Der KSV akklimatisierte sich recht schnell in der Bayernliga. Mit Nicole Aßmann und Elijah Watson meldeten sich zwei Leistungsträger zurück, die aus Studiengründen zuvor länger pausiert hatte. Ohne Armin Uhl ging der KSV-Kader mehr in die Breite, und die Kitzinger bestritten eine unspektakuläre und zugleich erfolgreiche Saison. Mit dem Heimsieg über den KSC Attila Dachau stellte der KSV die Weichen zum Erringen des zweiten Tabellenplatzes. Vor zwei Wochen markierten die Kraftsportler in der heimischen Walter-Schneider-Sporthalle den Saisonhöhepunkt mit dem Erfolg über die Rodinger Bundesliga-Reserve. Das KSV-Sextett mit Nicole Aßmann, Stefan Aßmann, Thomas Stöhr, Elijah Watson, Alexander Heib, Torsten Zehner und Johannes Dworschak schaffte beim 2:1-Sieg mit 395,6-Relativpunkten die eigene Saisonbestleistung und überbot damit auch die Vorjahresmarke, als Armin Uhl noch dabei war. „Das ist das Resultat daraus, dass alle die Bereitschaft mitbringen, sich zu plagen“, resümiert Erwin Gilch. Nicht nur dank Chemie-Ingenieurin Nicole Aßmann stimmt die Chemie in der Mannschaft absolut, und mit Michael Fischer und Neuling Kevin Rüffert sprangen im Saisonverlauf zwei weitere Heber ein.

„Wir waren besser und die Konkurrenz zugleich schlechter“, unkt Erwin Gilch über den Saisonverlauf – gerade auf der Zielgeraden. Denn während der KSV gegen Dachau und Roding II wichtige Siege landete, waren die Dachauer nicht in der Lage, am letzten Wettkampftag die Kitzinger Pleite in Erding zu nutzen. Dort war der KSV ohne Alexander Heib (Taufpate) und Elijah Watson (USA-Urlaub) chancenlos. Michael Fischer und Erwin Gilch konnten diese Saison jedem Wettkampf – auch bei Niederlagen – etwas Positives abgewinnen. So hob Nicole Aßmann mit 67 Relativpunkten die drittbeste Leistung der zwölf Heber in Erding und Erwin Gilch bescheinigte Johannes Dworschak, „für seine aktuellen Möglichkeiten eine gute Leistung“, bei 51 Relativpunkten. „Der zweite Platz ist ein super Abschneiden für uns“, meint der überaus zufriedene Erwin Gilch.
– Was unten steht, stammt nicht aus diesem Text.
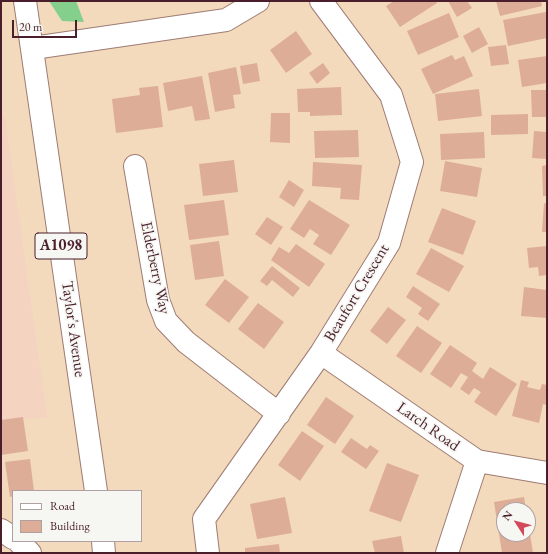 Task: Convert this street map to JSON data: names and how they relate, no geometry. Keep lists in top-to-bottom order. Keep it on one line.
{"streets":{"street":["A1098","Elderberry Way","Beaufort Crescent","Taylor's Avenue","Larch Road"]},"crossings":[["Elderberry Way","Beaufort Crescent"],["Beaufort Crescent","Larch Road"]],"legend":["Road","Building"],"scale_bar":"20 m","north":"top left"} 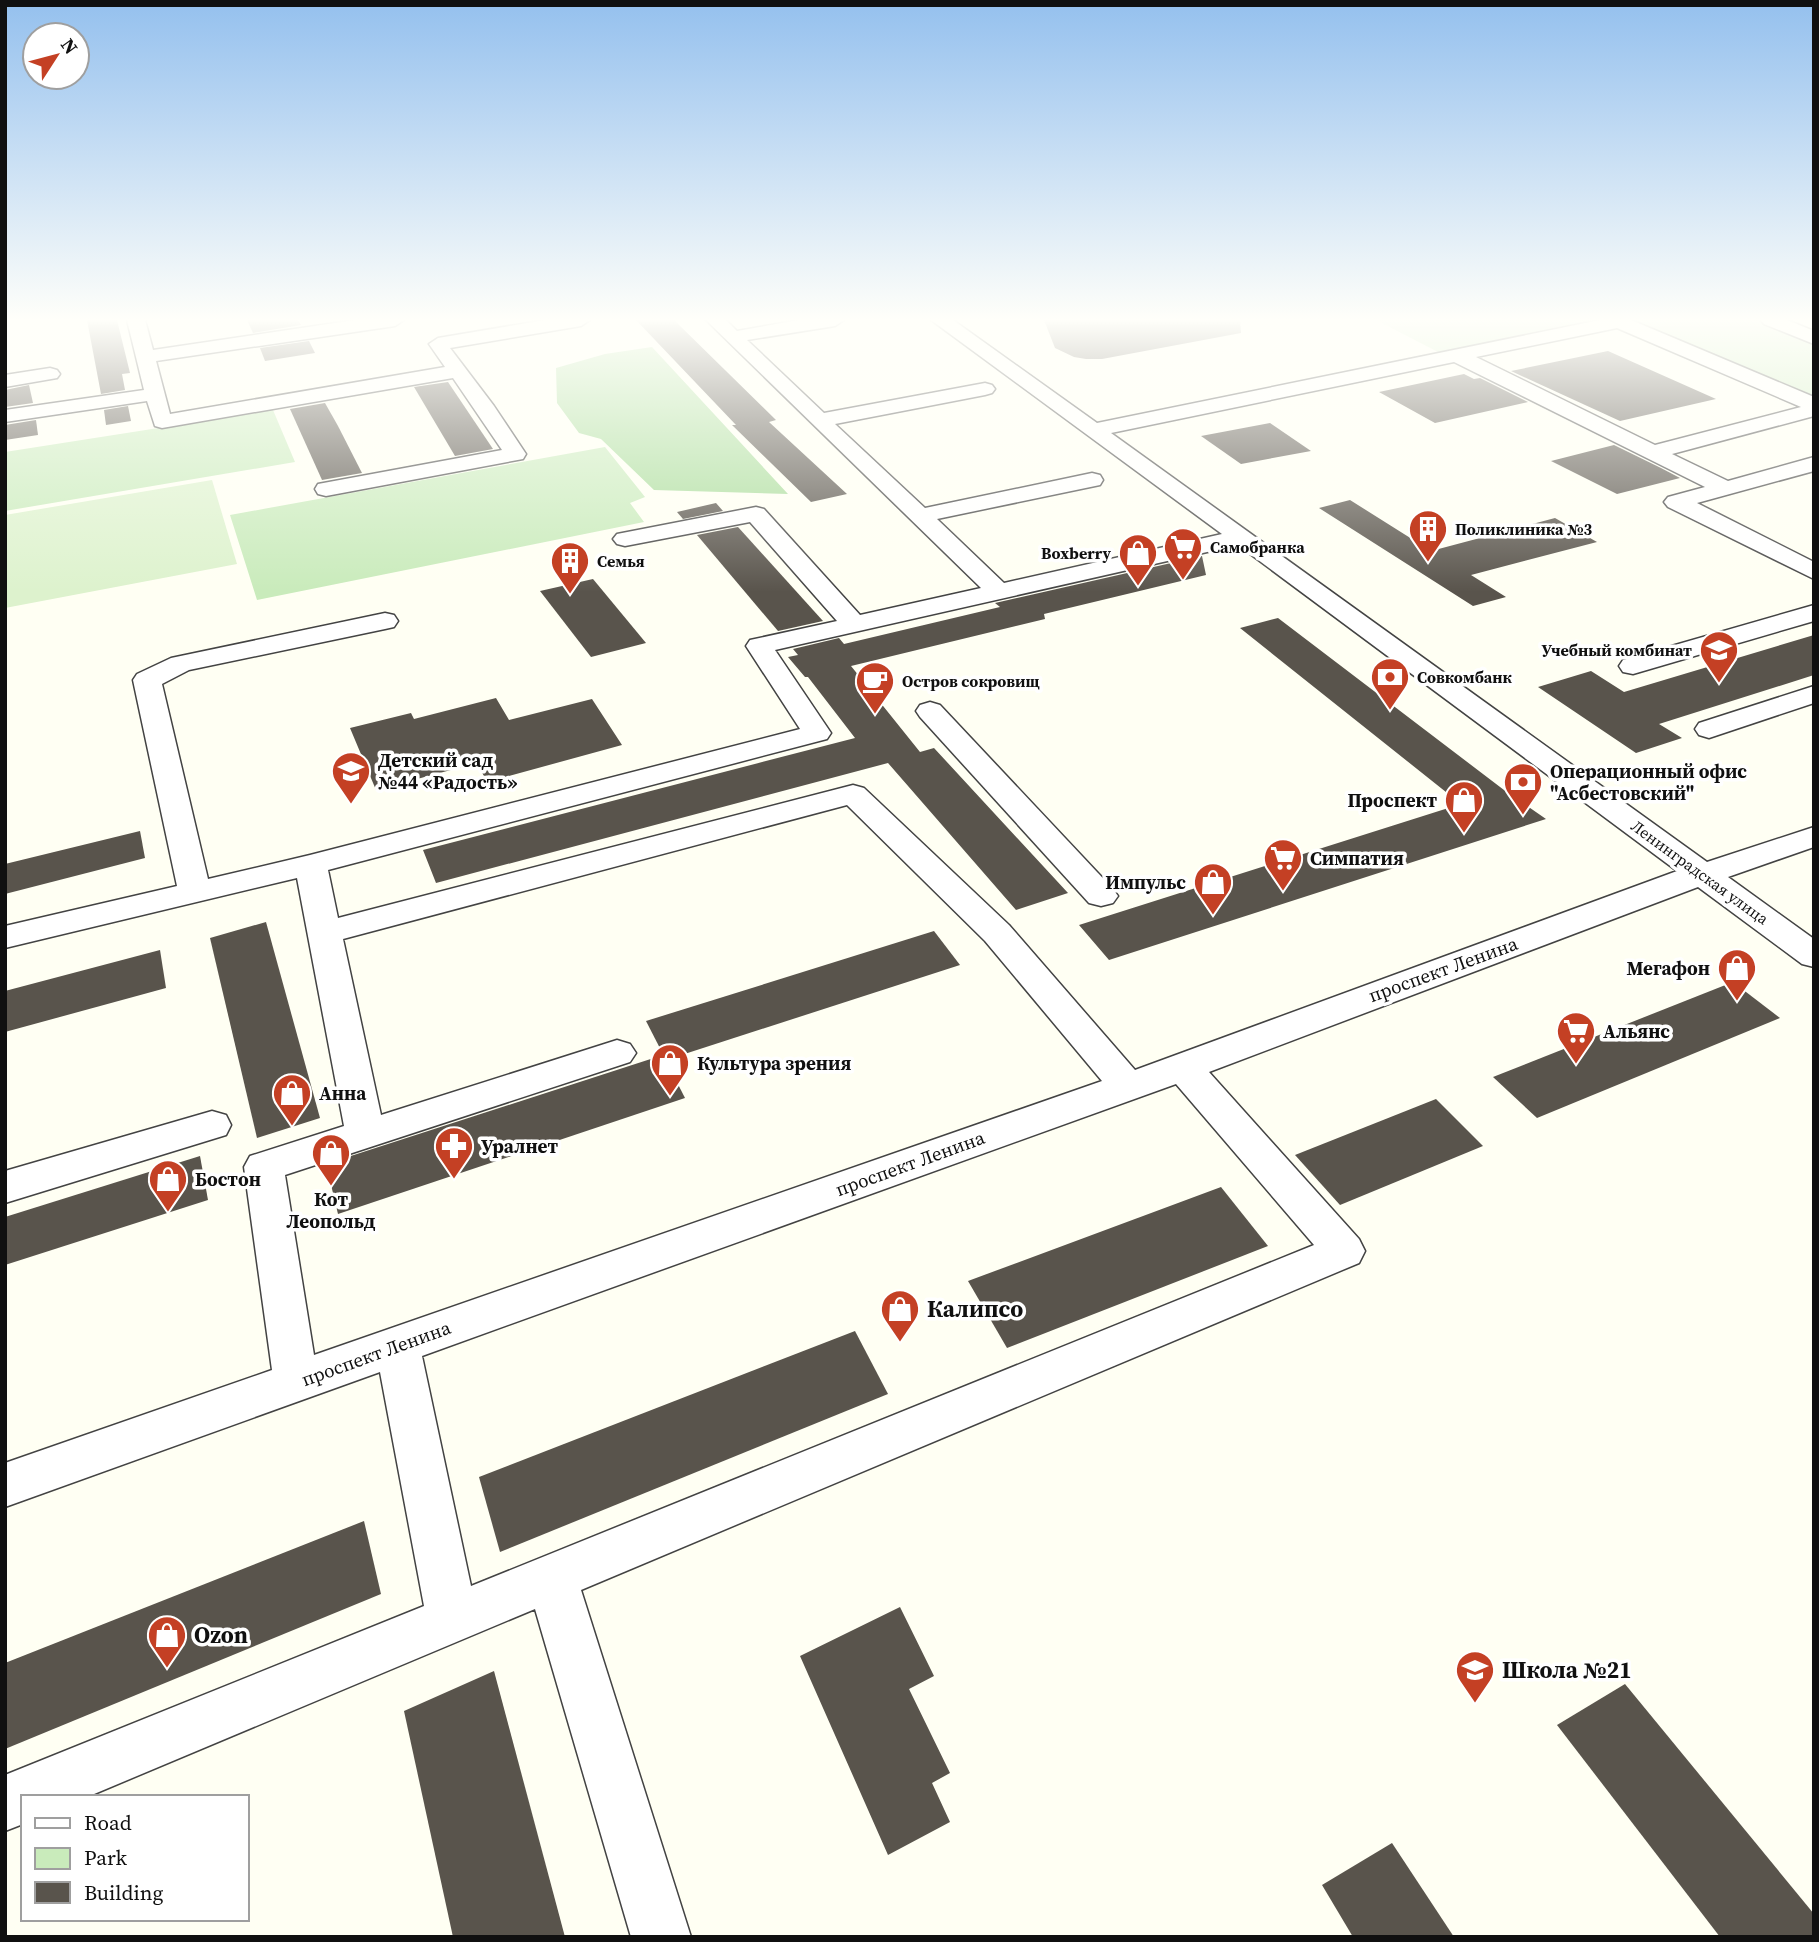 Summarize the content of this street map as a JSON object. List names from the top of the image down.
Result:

Legt man die Saisonbestleistung zugrunde, wäre der KSV nur auf Rang vier der Bayernliga gelandet, doch durch die Konstanz kam der KSV auf 11:7-Punkte und verdrängte damit die Konkurrenten Roding und Dachau mit je 10:8-Punkten auf die Plätze drei und vier. „Wir haben zwei Mannschaften im Wettkampfbetrieb und eine viel versprechende Jugend, die nachkommt“, schildert Gilch für einen Gewichtheber-Klub fast paradiesische Gegebenheiten. Kein anderer Verein in Nordbayern kann dem KSV in dieser Hinsicht das Wasser reichen, und wenn beim Gewichtheber-Bezirkstag die Jahresbilanzen der Jugend vorgelegt werden, sind das eins zu eins die Erfolge des Nachwuchses vom KSV Kitzingen.